== Segment start ==

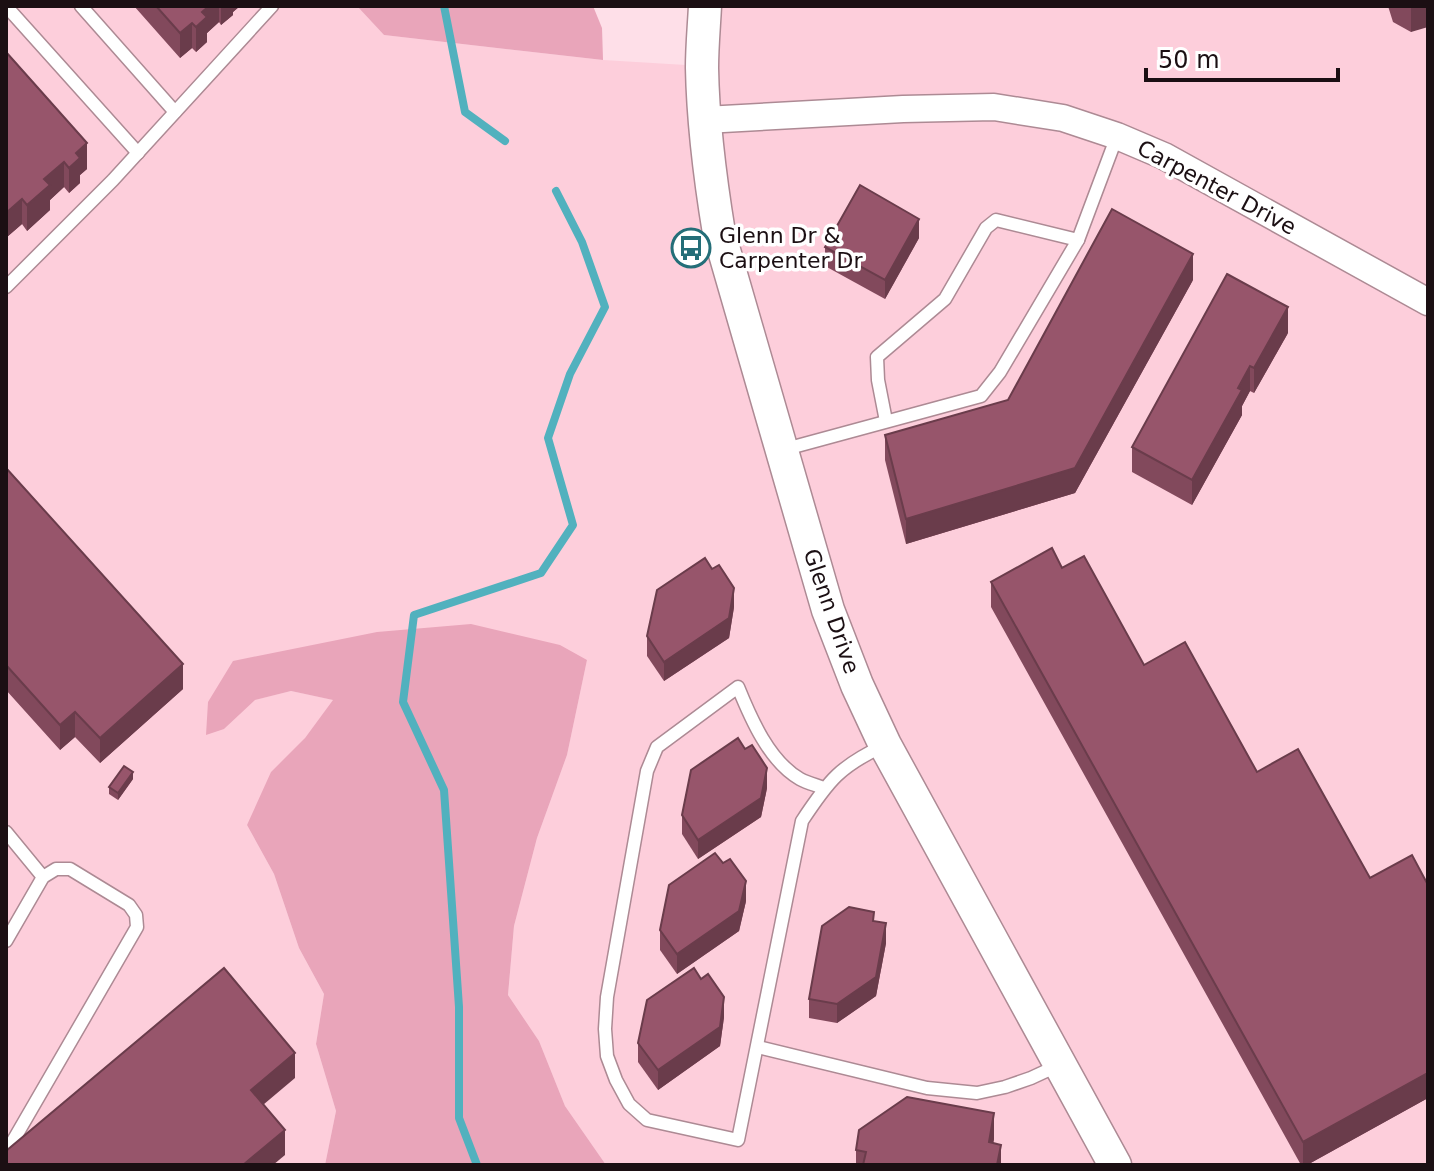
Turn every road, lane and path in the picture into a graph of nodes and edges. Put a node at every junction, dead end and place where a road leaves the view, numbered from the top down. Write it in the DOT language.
graph roads {
  1 [pos="6,6"];
  2 [pos="81,6"];
  3 [pos="272,6"];
  4 [pos="705,6"];
  5 [pos="175,112"];
  6 [pos="705,120"];
  7 [pos="1117,136"];
  8 [pos="138,153"];
  9 [pos="1078,240"];
  10 [pos="6,287"];
  11 [pos="1428,302"];
  12 [pos="886,421"];
  13 [pos="782,450"];
  14 [pos="885,745"];
  15 [pos="824,788"];
  16 [pos="6,832"];
  17 [pos="43,877"];
  18 [pos="6,941"];
  19 [pos="758,1047"];
  20 [pos="1059,1065"];
  21 [pos="6,1153"];
  22 [pos="1115,1165"];
  1 -- 8 [label="lane"];
  2 -- 5 [label="lane"];
  3 -- 5 [label="lane"];
  4 -- 6 [label="street, Glenn Drive"];
  5 -- 8 [label="lane"];
  6 -- 7 [label="street, Carpenter Drive"];
  6 -- 13 [label="street, Glenn Drive"];
  7 -- 9 [label="lane"];
  7 -- 11 [label="street, Carpenter Drive"];
  8 -- 10 [label="lane"];
  9 -- 12 [label="lane"];
  9 -- 12 [label="lane"];
  12 -- 13 [label="lane"];
  13 -- 14 [label="street, Glenn Drive"];
  14 -- 15 [label="lane"];
  14 -- 20 [label="street, Glenn Drive"];
  15 -- 19 [label="lane"];
  15 -- 19 [label="lane"];
  16 -- 17 [label="lane"];
  17 -- 18 [label="lane"];
  17 -- 21 [label="lane"];
  19 -- 20 [label="lane"];
  20 -- 22 [label="street, Glenn Drive"];
}
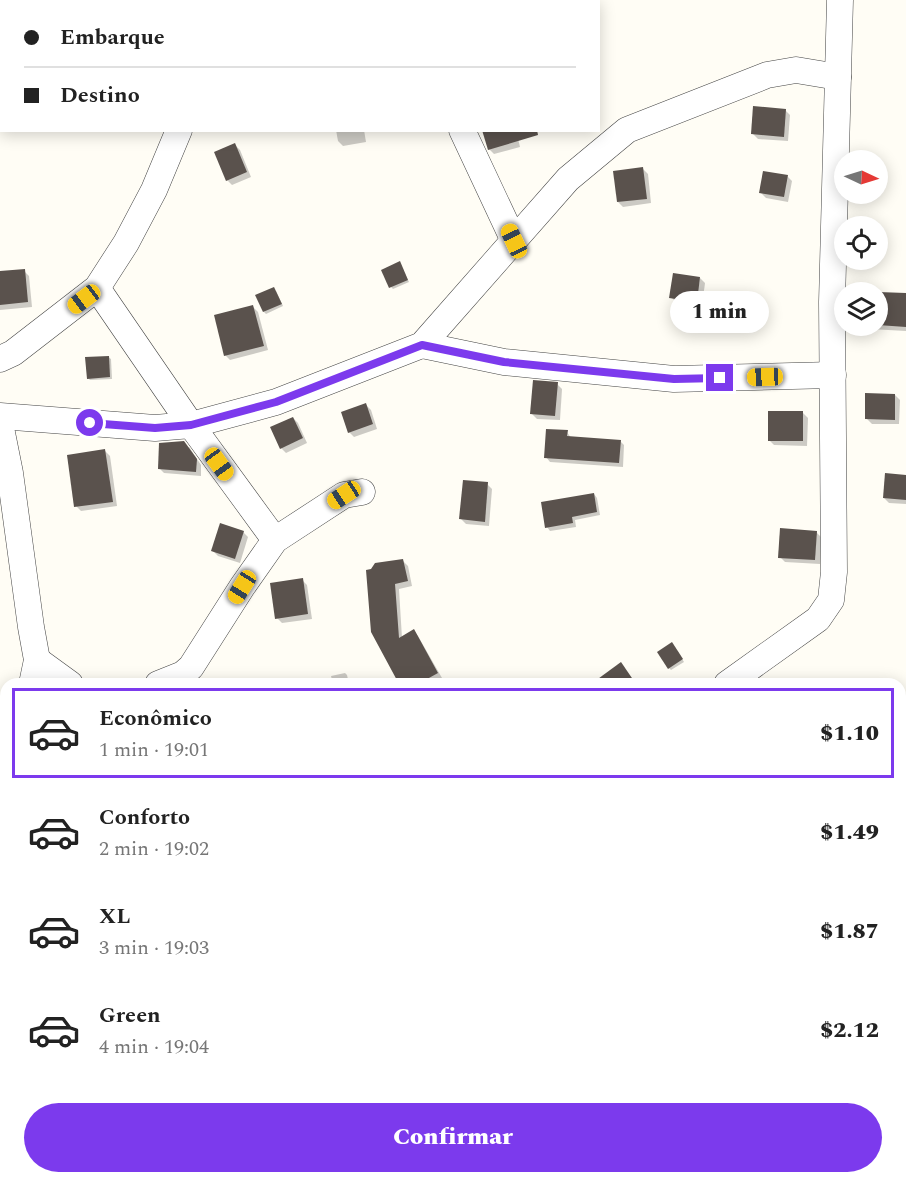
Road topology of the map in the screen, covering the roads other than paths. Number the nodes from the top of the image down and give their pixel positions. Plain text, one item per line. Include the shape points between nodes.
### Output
1 (840, 0) edge
2 (838, 76) junction
3 (463, 132) edge
4 (174, 134) edge
5 (514, 241) junction
6 (97, 288) junction
7 (422, 345) junction
8 (0, 359) edge
9 (833, 375) junction
10 (0, 416) edge
11 (0, 423) edge
12 (191, 425) junction
13 (362, 492) dead end
14 (275, 540) junction
15 (35, 672) edge
16 (52, 678) edge
17 (173, 678) edge
18 (735, 678) edge

1 - 2 street
2 - 5 street via 796,70 767,75 627,130 567,179
2 - 9 street
3 - 5 street
4 - 6 street via 154,190
5 - 7 street
6 - 8 street
6 - 12 street
7 - 9 street via 504,362 674,379
7 - 12 street via 276,402
9 - 18 street via 831,600 818,619
10 - 12 street via 155,428
11 - 15 street
12 - 14 street
13 - 14 street via 344,495
14 - 17 street via 191,667
15 - 16 street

== Segment end ==

* _Task requirements_: Retype the whole of the data verbatim. Skip every picture.

* _Solved problem_:
Turn every road, lane and path in the picture into a graph of nodes and edges. Put a node at every junction, dead end and place where a road leaves the view, numbered from the top down. Write it in the DOT language.
graph roads {
  1 [pos="6,6"];
  2 [pos="81,6"];
  3 [pos="272,6"];
  4 [pos="705,6"];
  5 [pos="175,112"];
  6 [pos="705,120"];
  7 [pos="1117,136"];
  8 [pos="138,153"];
  9 [pos="1078,240"];
  10 [pos="6,287"];
  11 [pos="1428,302"];
  12 [pos="886,421"];
  13 [pos="782,450"];
  14 [pos="885,745"];
  15 [pos="824,788"];
  16 [pos="6,832"];
  17 [pos="43,877"];
  18 [pos="6,941"];
  19 [pos="758,1047"];
  20 [pos="1059,1065"];
  21 [pos="6,1153"];
  22 [pos="1115,1165"];
  1 -- 8 [label="lane"];
  2 -- 5 [label="lane"];
  3 -- 5 [label="lane"];
  4 -- 6 [label="street, Glenn Drive"];
  5 -- 8 [label="lane"];
  6 -- 7 [label="street, Carpenter Drive"];
  6 -- 13 [label="street, Glenn Drive"];
  7 -- 9 [label="lane"];
  7 -- 11 [label="street, Carpenter Drive"];
  8 -- 10 [label="lane"];
  9 -- 12 [label="lane"];
  9 -- 12 [label="lane"];
  12 -- 13 [label="lane"];
  13 -- 14 [label="street, Glenn Drive"];
  14 -- 15 [label="lane"];
  14 -- 20 [label="street, Glenn Drive"];
  15 -- 19 [label="lane"];
  15 -- 19 [label="lane"];
  16 -- 17 [label="lane"];
  17 -- 18 [label="lane"];
  17 -- 21 [label="lane"];
  19 -- 20 [label="lane"];
  20 -- 22 [label="street, Glenn Drive"];
}
Road topology of the map in the screen, covering the roads other than paths. Number the nodes from the top of the image down and give their pixel positions. Plain text, one item per line. Include the shape points between nodes.
### Output
1 (840, 0) edge
2 (838, 76) junction
3 (463, 132) edge
4 (174, 134) edge
5 (514, 241) junction
6 (97, 288) junction
7 (422, 345) junction
8 (0, 359) edge
9 (833, 375) junction
10 (0, 416) edge
11 (0, 423) edge
12 (191, 425) junction
13 (362, 492) dead end
14 (275, 540) junction
15 (35, 672) edge
16 (52, 678) edge
17 (173, 678) edge
18 (735, 678) edge

1 - 2 street
2 - 5 street via 796,70 767,75 627,130 567,179
2 - 9 street
3 - 5 street
4 - 6 street via 154,190
5 - 7 street
6 - 8 street
6 - 12 street
7 - 9 street via 504,362 674,379
7 - 12 street via 276,402
9 - 18 street via 831,600 818,619
10 - 12 street via 155,428
11 - 15 street
12 - 14 street
13 - 14 street via 344,495
14 - 17 street via 191,667
15 - 16 street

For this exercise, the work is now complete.